--- Information given Enclosed Below ---
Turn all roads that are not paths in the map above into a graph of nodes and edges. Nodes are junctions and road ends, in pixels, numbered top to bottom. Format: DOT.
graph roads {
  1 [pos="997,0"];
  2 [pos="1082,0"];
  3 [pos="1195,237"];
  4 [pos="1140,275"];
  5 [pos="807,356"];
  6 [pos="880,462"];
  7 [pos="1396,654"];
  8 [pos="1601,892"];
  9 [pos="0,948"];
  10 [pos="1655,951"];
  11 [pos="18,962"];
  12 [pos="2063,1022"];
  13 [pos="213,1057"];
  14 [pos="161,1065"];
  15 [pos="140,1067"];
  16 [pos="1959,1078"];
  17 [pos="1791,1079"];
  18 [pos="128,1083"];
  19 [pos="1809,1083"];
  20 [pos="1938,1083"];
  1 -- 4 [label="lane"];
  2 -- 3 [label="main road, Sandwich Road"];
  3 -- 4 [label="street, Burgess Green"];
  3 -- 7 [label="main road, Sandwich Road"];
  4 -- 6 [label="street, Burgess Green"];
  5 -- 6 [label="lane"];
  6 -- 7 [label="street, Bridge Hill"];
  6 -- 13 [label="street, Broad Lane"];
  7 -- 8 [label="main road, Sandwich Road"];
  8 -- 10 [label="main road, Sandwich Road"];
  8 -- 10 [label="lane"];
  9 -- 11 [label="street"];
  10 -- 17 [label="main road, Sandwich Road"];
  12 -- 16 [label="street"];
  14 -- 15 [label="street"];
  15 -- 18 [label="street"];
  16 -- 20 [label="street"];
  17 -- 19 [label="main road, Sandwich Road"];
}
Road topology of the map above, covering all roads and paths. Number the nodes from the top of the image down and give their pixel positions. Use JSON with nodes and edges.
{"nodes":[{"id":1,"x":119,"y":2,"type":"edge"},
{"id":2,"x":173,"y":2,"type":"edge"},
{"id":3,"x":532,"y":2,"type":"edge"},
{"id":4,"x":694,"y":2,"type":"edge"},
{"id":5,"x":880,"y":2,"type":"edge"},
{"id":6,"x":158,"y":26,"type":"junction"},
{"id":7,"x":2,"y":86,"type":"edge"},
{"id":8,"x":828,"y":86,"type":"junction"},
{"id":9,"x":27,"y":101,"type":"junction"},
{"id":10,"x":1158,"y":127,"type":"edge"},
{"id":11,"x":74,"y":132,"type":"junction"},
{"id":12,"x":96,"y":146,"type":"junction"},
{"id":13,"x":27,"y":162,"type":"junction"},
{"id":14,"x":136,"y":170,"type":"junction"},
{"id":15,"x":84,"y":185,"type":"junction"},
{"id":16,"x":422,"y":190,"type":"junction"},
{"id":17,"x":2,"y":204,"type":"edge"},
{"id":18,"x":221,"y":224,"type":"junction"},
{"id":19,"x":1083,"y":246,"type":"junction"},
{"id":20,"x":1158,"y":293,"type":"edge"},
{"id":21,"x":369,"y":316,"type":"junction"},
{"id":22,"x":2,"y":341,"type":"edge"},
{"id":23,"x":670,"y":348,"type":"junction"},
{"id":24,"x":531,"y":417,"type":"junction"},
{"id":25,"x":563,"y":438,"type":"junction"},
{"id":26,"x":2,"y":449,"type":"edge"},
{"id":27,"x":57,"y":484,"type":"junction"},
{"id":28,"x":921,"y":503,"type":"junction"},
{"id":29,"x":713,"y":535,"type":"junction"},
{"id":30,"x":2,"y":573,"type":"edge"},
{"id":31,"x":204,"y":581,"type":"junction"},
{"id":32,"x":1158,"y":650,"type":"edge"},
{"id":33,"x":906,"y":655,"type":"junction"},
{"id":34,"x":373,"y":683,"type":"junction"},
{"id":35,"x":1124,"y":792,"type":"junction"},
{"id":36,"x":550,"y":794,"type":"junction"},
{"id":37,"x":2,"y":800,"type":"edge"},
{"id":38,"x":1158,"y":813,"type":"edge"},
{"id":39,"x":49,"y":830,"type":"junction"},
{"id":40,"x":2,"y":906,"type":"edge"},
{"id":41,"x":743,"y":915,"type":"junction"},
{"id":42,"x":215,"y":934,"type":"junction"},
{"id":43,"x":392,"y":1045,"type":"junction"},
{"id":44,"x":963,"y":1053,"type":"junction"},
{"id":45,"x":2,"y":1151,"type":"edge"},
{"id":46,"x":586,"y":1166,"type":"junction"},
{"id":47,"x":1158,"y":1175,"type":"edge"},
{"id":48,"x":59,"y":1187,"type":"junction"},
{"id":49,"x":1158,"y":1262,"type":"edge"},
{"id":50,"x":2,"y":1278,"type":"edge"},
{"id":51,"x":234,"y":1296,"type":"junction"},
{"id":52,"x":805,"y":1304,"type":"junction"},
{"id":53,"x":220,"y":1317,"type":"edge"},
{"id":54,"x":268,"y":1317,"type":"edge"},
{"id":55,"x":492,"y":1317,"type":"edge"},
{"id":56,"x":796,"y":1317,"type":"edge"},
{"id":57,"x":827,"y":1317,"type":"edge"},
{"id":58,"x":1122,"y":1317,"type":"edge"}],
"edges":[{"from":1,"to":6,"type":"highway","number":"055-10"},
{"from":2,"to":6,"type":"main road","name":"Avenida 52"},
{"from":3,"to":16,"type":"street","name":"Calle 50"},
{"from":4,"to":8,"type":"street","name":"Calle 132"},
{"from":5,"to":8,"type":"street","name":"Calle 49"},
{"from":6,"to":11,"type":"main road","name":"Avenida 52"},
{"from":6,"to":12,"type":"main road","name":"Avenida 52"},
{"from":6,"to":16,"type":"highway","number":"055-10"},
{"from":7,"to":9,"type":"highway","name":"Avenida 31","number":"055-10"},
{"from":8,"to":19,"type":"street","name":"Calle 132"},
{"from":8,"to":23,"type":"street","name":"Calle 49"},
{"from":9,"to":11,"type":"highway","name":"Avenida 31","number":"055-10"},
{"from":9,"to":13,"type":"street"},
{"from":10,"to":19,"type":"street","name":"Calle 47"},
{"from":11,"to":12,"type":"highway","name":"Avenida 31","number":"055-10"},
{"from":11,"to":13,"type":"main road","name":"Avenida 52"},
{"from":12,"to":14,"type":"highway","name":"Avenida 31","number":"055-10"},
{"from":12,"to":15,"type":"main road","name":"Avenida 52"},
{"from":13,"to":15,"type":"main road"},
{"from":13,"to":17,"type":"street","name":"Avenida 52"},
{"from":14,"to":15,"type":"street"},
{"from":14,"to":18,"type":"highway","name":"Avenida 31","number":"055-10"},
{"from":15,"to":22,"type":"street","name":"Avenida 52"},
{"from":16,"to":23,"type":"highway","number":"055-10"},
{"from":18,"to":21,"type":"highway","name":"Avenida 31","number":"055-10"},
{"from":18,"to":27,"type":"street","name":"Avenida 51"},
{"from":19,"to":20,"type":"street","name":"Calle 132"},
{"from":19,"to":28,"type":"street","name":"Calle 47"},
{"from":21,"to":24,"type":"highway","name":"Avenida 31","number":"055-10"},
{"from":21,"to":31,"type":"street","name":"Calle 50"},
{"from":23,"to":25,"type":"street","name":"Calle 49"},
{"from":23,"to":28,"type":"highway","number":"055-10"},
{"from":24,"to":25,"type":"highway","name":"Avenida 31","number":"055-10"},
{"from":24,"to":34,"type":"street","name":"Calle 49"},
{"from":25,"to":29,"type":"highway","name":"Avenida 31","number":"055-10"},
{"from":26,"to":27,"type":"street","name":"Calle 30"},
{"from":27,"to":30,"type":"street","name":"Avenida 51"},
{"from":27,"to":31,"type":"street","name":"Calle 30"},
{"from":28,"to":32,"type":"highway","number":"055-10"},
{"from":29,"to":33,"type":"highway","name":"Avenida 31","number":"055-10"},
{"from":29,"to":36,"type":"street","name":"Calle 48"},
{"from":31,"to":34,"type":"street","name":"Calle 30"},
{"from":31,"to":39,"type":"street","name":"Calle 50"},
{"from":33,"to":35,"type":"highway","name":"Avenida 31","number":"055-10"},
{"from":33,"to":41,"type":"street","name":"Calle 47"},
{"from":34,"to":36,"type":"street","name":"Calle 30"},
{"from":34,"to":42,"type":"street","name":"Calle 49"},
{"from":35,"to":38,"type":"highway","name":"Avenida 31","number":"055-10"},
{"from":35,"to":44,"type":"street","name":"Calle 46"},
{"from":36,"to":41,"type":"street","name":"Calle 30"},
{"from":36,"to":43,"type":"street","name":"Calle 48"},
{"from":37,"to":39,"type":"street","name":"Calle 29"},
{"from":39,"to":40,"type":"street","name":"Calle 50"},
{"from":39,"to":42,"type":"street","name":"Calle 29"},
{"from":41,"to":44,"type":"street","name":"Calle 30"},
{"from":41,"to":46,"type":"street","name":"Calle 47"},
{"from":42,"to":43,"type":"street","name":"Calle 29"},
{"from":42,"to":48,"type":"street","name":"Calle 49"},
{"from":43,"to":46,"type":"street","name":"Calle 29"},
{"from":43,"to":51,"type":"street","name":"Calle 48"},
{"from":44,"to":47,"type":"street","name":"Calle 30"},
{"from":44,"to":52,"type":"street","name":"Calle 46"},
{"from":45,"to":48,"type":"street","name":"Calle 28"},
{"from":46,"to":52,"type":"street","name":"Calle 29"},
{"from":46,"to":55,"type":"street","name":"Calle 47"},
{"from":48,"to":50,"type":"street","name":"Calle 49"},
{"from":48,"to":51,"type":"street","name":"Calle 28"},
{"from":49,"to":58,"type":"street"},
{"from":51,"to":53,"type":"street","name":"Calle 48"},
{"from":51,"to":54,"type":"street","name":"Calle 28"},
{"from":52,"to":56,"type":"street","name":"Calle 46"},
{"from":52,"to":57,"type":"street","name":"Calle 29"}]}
--- End of Enclosed Information given ---
**What you will do**
The task calls for every line of the material that contains the string "edges".

**Solution to the exercise**
Turn all roads that are not paths in the map above into a graph of nodes and edges. Nodes are junctions and road ends, in pixels, numbered top to bottom. Format: DOT.
Road topology of the map above, covering all roads and paths. Number the nodes from the top of the image down and give their pixel positions. Use JSON with nodes and edges.
"edges":[{"from":1,"to":6,"type":"highway","number":"055-10"},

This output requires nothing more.